Tuesday, Jun 26, 2012 2:46 PM UTC

When Alan Blinder says it…

It sounds so reasonable

This originally appeared on Jared Bernstein's blog, On the Economy.

Alan Blinder is wonderfully insightful, soft-spoken economist with excellent street cred.  He’s a Princeton professor these days but is a former vice-chair of the Federal Reserve.  Years ago, I read this book by him and recognized a fellow traveler.   (Alan—if you’re out there, we’re way past due for a new edition of Hard Heads, Soft Hearts.)

This AM, his WSJ column carries this subtitle:

Legions of construction workers remain unemployed while we drive our cars over pothole-laden roads. Does this make sense?

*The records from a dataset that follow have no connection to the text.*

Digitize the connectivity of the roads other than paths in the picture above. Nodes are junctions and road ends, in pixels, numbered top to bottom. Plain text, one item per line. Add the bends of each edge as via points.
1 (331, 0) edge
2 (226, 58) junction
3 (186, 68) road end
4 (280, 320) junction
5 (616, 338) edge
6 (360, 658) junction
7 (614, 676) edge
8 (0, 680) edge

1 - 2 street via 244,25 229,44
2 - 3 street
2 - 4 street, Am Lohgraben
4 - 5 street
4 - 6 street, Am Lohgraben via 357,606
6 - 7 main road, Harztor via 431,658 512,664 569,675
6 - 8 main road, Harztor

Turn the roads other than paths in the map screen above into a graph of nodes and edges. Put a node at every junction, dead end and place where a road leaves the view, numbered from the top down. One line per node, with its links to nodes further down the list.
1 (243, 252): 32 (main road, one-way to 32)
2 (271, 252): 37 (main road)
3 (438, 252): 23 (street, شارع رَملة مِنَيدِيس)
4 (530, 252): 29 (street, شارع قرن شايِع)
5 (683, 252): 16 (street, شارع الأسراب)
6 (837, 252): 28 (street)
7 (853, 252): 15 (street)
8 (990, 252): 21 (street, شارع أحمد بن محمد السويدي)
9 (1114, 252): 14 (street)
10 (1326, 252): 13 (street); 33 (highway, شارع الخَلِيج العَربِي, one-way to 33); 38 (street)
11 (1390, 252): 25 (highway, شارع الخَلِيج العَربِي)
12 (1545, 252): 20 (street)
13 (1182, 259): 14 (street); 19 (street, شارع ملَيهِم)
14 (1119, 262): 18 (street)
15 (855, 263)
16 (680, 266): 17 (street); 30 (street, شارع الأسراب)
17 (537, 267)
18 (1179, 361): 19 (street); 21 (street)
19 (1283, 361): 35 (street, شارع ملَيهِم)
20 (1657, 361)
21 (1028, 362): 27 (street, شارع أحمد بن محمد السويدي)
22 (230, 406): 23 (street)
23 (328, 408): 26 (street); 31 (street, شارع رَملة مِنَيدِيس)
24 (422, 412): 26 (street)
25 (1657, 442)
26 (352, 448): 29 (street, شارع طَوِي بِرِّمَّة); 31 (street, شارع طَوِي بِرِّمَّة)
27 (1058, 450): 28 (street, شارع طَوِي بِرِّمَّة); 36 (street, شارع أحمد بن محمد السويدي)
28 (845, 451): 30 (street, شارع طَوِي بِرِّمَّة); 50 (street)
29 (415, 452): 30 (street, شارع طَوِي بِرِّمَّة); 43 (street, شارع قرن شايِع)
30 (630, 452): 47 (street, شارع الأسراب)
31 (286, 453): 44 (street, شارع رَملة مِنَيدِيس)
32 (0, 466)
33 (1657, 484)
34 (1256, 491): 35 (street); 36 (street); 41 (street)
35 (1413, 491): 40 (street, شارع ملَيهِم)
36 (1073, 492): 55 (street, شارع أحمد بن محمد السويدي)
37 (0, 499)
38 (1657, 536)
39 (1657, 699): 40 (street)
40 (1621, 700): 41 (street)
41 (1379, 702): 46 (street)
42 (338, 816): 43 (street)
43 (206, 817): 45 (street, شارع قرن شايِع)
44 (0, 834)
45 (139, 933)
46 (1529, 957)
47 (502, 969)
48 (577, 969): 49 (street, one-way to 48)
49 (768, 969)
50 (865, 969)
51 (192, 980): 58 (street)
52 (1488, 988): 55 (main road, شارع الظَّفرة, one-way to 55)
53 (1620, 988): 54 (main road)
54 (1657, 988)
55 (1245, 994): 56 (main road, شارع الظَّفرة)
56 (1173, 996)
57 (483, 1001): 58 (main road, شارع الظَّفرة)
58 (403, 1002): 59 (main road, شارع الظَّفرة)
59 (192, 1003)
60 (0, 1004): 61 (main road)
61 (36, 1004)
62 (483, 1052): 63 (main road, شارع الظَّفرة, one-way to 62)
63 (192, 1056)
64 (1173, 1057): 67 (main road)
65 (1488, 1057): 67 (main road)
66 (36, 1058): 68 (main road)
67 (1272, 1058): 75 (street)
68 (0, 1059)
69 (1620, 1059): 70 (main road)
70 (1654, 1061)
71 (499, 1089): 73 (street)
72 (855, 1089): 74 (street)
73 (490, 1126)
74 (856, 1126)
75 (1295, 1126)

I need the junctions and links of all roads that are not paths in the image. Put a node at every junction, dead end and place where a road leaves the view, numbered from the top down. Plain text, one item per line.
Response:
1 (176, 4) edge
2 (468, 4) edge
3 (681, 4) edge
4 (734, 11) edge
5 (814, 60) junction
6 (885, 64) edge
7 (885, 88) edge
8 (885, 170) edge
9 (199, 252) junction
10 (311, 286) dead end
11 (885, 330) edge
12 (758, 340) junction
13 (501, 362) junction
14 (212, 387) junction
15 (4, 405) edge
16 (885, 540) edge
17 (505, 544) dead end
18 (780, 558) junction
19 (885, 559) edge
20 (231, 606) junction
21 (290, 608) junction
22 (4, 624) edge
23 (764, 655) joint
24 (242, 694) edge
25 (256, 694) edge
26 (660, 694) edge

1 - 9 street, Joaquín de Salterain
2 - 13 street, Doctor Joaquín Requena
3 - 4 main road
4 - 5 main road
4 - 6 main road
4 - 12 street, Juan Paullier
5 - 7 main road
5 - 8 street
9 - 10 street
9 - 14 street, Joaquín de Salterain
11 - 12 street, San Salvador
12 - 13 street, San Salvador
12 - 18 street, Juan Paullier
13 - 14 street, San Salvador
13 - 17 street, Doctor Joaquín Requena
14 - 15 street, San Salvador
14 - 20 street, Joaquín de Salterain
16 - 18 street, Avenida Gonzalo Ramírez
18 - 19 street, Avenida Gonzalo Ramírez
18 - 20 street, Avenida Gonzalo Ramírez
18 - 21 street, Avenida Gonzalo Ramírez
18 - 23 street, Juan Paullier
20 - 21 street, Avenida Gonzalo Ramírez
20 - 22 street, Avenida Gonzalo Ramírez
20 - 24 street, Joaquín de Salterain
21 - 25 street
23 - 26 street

I’d add that the real yield on 5-year Treasuries is -0.47 (Blinder mentions this point as well).

Anyway, I recognize that some of us who’ve been making this argument for a long time—more stimulus now followed by a balanced fiscal deal–can sound frustrated and shrill.  But Alan does not—this is pure reason, with a liberal…ahem…dash of common sense.  And yes, I know reason and common sense don’t win the day today.  But if they ever do, Alan should be at the front of the parade.

So read his oped—I’ll be surprised if it doesn’t resonate.

BTW, one of the points he makes is one I’ve touted for a while.  Supply-siders and high-end tax cutters constantly make their case based on the need to target investment.  But that’s actually the one part of GDP that’s pretty strong right now.

Republicans are right that business investment is the key to growth. Fortunately, business investment has done very nicely, thank you, despite the sluggish economy—growing 8.4% over the past year and at an annual rate of 10.8% over the past two years. (The corresponding growth rates for GDP were about 2%.) So while there’s always room for improvement, business investment is not part of the problem. The best thing policy can do for private investment is to get the overall economy growing faster.

I’ve made a nice picture of this.  The left axis plots real business investment indexed to 100 at the beginning of the big recession.  The right axis plots the employment-to-population ratio, a measure which speaks to the question: are we creating enough jobs to meet the needs of the working-age population?

Sources: NIPA and BLS

Investment is solidly climbing back while employment rates are solidly not.  If you were an unbiased policy maker with the clarity and common sense of Alan Blinder, which one would you target?  What if you were a cynical politician who just wanted to cut taxes for rich people?

‘Nuff said.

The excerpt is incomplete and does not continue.